If you make the mistake of looking at Facebook, Twitter and comments on the news stories online and on the air, it’s all made worse.

This becomes a diversity issue in that diversity and inclusion boil down to how you view others, how you treat them, and how it affects the workplace.

Fresh on the heels of a bruising, contentious election that relationships still hadn’t quite mended from, reactions to this shooting touch on many hot button issues in American — gun control, mental health, violence against women, the media, the politicians, prayer in public schools, etc.

Some want people to shut up and focus on healing. Others want people to speak up louder and focus on change.

And we all want to find a bad guy. A guy to blame. A guy to attack so that the solution seems clear.

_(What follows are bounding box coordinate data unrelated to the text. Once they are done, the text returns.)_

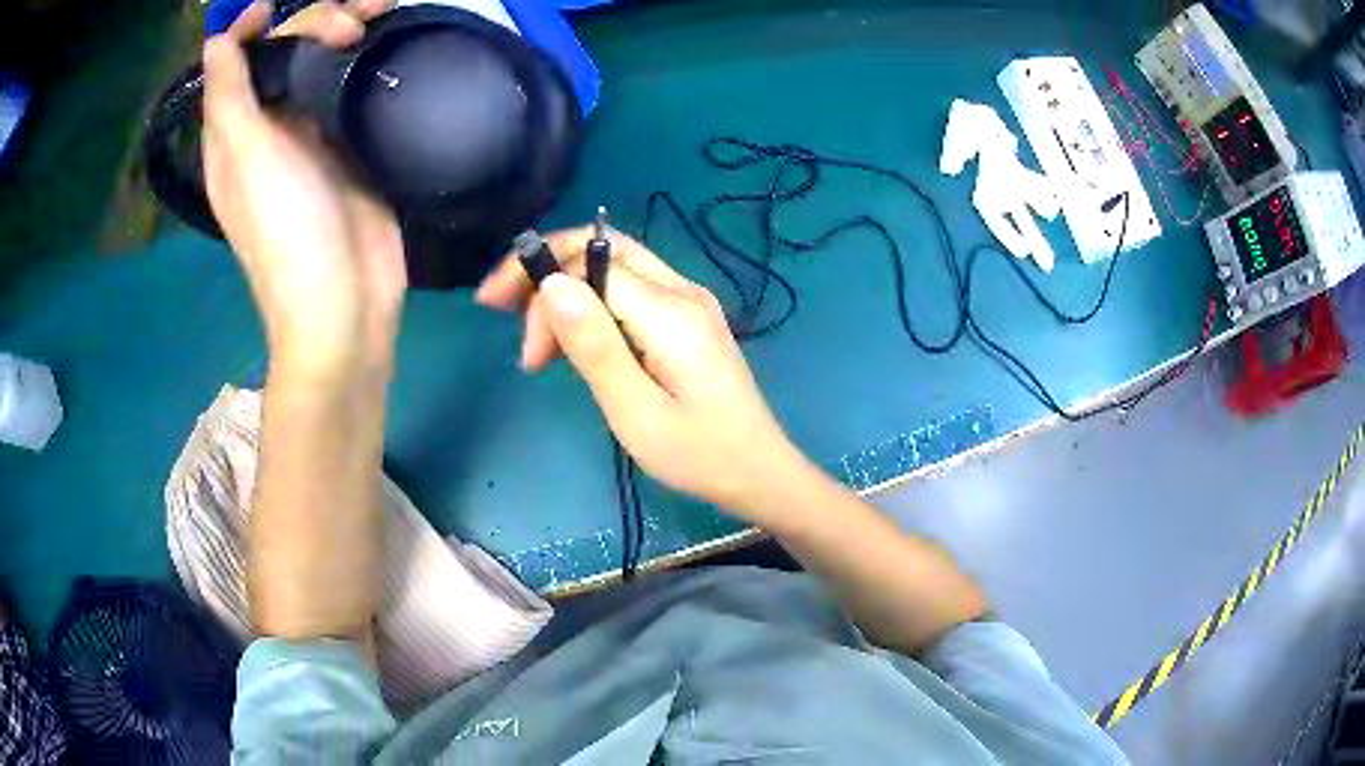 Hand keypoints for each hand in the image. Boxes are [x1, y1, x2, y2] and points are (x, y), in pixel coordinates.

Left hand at [202, 0, 403, 376]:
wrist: (344, 303)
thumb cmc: (286, 234)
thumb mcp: (248, 160)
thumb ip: (229, 98)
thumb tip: (215, 42)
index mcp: (235, 135)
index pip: (239, 65)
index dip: (251, 30)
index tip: (274, 7)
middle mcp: (270, 130)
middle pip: (287, 58)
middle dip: (315, 25)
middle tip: (351, 28)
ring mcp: (314, 139)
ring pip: (323, 68)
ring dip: (347, 35)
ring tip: (381, 16)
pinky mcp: (351, 149)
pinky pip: (354, 91)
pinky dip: (369, 63)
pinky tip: (388, 47)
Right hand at [475, 228, 811, 518]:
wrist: (760, 474)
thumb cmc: (699, 456)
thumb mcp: (636, 412)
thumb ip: (594, 346)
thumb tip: (550, 283)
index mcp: (670, 311)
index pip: (588, 262)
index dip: (539, 282)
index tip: (508, 329)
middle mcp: (682, 291)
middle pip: (600, 249)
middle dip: (546, 271)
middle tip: (504, 316)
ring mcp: (690, 302)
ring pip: (613, 266)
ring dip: (566, 289)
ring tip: (537, 345)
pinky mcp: (689, 319)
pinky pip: (629, 290)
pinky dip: (591, 304)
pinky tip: (573, 341)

At least with politics, even when the conversation got intense, and even personal, there was a point at which people knew it was not cool to fight. They did anyway, but they knew.

With this tragedy, however, the grief of a nation seems to make everything fair game.

I’m no grief counselor but I know the obvious: Tragedies such as this affect everyone differently, so when you’re discussing this with others at work, remember that there is no fair game.

That for every opinion you have on how this should be looked at or addressed as a nation, there’s a good chance you will cross paths with someone who doesn’t agree.

What that means is strong opinions, no matter how strongly motivated by compassion felt for parents and fear felt for your own children, can’t override the civility and professionalism that must go on.

The tempers and emotions and passions for most Americans will be tempered over time, but the viewpoints expressed won’t. But if we’re willing to be civil, and listen as well as talk, we have a much better chance to keep workplace dialogue constructive, and eventually transform tragedy into something that moves us forward.